I prefer not to read the code of other implementations while writing a new one
so I don't get accused of copyright infringement and license contamination. (I
do, however, read the man page and run the host version on whatever Linux distro
I'm currently running under strace and analyze their output and such when
necessary.)

> I learned vi under AT&T Unix System V Release 2.

I was 12 years old when that came out.

> I have Vim, but for
> the use I make of it, it might as well *be* vi.  I have never needed
> all the bells and whistles Vim added.

Years ago I taught an Intro to Unix course from a textbook that had a chapter on
vi and learned all _sorts_ of weird little things I'd never known it could do...
and promptly forgot most of them again because I just never use them.

As with Perl and C++, everybody uses a different subset of the giant pile of Too
Much Stuff...

> I'd be *delighted* by an Honest-to-$DEITY vi in Toybox.

Technically, original vi didn't let you cursor around in insert mode (largely
because it predated cursor keys, that's why the two modes and all the in-band
signalling for navigation), and that's why Ubuntu screwed up "vi" with that
/etc/vim.tiny thing that ACTIVELY DISABLES that ability, so you have to "sudo ln
-sf vimrc /etc/vim/vimrc.tiny" on each new debian install to fix that.

Busybox never had that problem. (It had
http://lists.busybox.net/pipermail/busybox/2008-October/067372.html with serial
consoles but I fixed it.) And nothing in Linux did before about 2010 when
somebody apparently decided everybody should use Emacs and he was gonna break vi
until they did. (Yes, I can type "vim" instead. But I won't, and shouldn't have to.)

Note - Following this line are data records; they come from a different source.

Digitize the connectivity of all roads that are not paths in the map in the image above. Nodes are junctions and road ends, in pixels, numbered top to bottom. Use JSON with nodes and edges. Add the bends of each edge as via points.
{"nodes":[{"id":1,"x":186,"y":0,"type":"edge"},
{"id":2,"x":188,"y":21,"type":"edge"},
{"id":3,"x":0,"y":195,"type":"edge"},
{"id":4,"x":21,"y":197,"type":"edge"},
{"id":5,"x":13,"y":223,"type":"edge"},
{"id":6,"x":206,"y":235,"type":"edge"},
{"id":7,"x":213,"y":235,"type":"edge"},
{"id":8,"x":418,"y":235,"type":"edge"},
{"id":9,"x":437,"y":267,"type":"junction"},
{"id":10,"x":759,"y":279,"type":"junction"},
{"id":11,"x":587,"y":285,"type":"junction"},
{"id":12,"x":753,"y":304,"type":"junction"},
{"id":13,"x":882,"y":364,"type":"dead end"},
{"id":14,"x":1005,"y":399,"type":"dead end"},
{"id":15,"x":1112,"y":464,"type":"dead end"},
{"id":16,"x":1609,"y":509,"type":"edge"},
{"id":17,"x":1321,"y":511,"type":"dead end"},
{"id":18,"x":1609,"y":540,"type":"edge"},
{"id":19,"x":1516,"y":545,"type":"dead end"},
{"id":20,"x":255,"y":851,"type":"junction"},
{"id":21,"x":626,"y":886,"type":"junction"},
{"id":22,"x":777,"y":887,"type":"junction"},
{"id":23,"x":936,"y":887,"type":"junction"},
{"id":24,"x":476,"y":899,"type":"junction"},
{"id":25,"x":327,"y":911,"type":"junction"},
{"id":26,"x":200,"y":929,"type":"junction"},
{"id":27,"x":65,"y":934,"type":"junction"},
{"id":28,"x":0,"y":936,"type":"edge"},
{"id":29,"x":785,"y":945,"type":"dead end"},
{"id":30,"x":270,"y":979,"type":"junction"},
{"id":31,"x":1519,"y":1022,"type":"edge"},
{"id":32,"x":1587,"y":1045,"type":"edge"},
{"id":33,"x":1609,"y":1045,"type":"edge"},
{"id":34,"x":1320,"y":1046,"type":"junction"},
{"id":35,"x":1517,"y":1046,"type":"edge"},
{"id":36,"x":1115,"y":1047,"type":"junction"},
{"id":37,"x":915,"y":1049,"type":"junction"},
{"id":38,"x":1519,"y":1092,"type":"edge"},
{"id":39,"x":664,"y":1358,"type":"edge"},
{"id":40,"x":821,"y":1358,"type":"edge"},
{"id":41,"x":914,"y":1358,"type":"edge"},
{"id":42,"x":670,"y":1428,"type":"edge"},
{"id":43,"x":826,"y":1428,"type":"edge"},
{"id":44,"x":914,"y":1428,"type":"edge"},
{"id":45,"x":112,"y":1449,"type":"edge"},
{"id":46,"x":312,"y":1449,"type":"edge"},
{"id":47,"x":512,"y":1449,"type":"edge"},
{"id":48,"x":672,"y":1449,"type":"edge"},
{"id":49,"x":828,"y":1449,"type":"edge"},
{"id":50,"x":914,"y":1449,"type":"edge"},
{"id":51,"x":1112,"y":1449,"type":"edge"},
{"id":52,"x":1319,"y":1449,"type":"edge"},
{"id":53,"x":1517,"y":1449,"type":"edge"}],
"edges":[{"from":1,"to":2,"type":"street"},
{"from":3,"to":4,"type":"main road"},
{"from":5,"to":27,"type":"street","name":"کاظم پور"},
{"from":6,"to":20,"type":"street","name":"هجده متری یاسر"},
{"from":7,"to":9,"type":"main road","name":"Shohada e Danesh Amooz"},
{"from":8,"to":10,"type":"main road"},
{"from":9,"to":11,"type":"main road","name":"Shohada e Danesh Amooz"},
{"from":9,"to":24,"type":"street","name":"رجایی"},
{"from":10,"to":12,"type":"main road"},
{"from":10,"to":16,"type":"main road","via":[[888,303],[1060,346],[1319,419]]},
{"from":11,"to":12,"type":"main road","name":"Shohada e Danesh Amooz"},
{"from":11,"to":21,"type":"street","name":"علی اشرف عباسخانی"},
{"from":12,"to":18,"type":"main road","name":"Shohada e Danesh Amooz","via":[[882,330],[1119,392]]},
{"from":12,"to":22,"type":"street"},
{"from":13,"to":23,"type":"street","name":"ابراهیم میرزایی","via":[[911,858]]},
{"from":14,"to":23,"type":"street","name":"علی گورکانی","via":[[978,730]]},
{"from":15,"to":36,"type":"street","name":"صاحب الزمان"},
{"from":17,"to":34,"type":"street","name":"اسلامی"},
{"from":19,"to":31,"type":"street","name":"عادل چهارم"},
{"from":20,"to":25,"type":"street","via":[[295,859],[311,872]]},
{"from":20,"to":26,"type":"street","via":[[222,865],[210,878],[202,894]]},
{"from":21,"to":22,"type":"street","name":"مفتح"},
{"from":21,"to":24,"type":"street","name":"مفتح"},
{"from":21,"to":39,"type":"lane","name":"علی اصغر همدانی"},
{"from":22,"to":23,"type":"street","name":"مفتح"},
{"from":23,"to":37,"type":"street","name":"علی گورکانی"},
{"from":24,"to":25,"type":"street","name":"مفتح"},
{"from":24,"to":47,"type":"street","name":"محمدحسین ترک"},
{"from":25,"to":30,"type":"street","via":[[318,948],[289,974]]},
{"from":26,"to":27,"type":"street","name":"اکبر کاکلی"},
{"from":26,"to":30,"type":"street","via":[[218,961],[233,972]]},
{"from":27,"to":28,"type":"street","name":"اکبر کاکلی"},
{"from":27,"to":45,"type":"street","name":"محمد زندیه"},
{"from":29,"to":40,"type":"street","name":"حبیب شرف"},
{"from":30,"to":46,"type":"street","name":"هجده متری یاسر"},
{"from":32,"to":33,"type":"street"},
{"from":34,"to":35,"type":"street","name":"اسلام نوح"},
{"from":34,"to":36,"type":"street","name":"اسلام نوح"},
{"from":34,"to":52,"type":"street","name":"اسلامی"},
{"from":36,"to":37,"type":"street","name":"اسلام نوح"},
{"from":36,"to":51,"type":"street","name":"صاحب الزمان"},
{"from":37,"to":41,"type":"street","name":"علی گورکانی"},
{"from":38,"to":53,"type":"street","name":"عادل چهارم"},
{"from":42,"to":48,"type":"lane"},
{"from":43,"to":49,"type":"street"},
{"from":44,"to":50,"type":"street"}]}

My own todo list item for a text editor was to make a generic engine I could
implement vi, emacs, nano/edit, and joe (wordstar) keybindings on top of (and
MAYBE share plumbing with less and watch). I was mostly worried about the
lifetime rules for large text blocks on memory-constrained and nommu systems
where large contiguous allocations become rapidly problematic; I was thinking
copying data into .swp files so I wasn't depending on the original mmapped file
not to change out from under me but I also wasn't needing to keep a 2 gigabyte
linux-kernel mbox file in memory because I was searching around for that one
email (yeah I should use "less" instead, but it's terrible for this sort of
thing and see above about wanting shared plumbing), and hence the "array of
pointer+length to block-of-text" representation, but not one BIG
array-of-pointer because just the line index tracking on my inbox mbox that goes
back to 2013 probably takes more memory than my Turtle board has (it's 1.3 gigs,
wc says just under 20 million lines, so *8 and the box has 256 megs _before_ you
boot the kernel...).

It's one of those things where "what counts as pilot error" is a judgement call
and you need an analysis of usage patterns, and more to the point I needed to
check what the kernel did for MAP_PRIVATE mappings where another process changes
a part of the file that this process hasn't faulted in yet BUT it's still
covered by the mapping, and maybe madvise comes in here...? Yes only a 64 bit
system could reliably map full files and 32 bit would need its own codepath, and
nommu would also need its own codepath, and maybe only 64 bit with mmu would get
properly reliable behavior and the others would just get best effort...

But I didn't get around to it in time and the decision was taken out of my
hands, so it goes on the "dead idea" pile along with implementing screen.

*shrug* Happens. Got my hands full with the shell at the moment. (WHY is CLOEXEC
vanishing on fd 5? Why is fd 5 magic and it's not doing it on any of the other
fds? I've reproduced it under qemu and am sticking printk() calls into the
kernel and it currently looks like calling pipe2() is making it vanish for NO
APPARENT REASON (the fd ALREADY EXISTS, how is pipe2() taking CLOEXEC off an
_existing_ FD?), but have been mostly busy with j-core stuff this week.)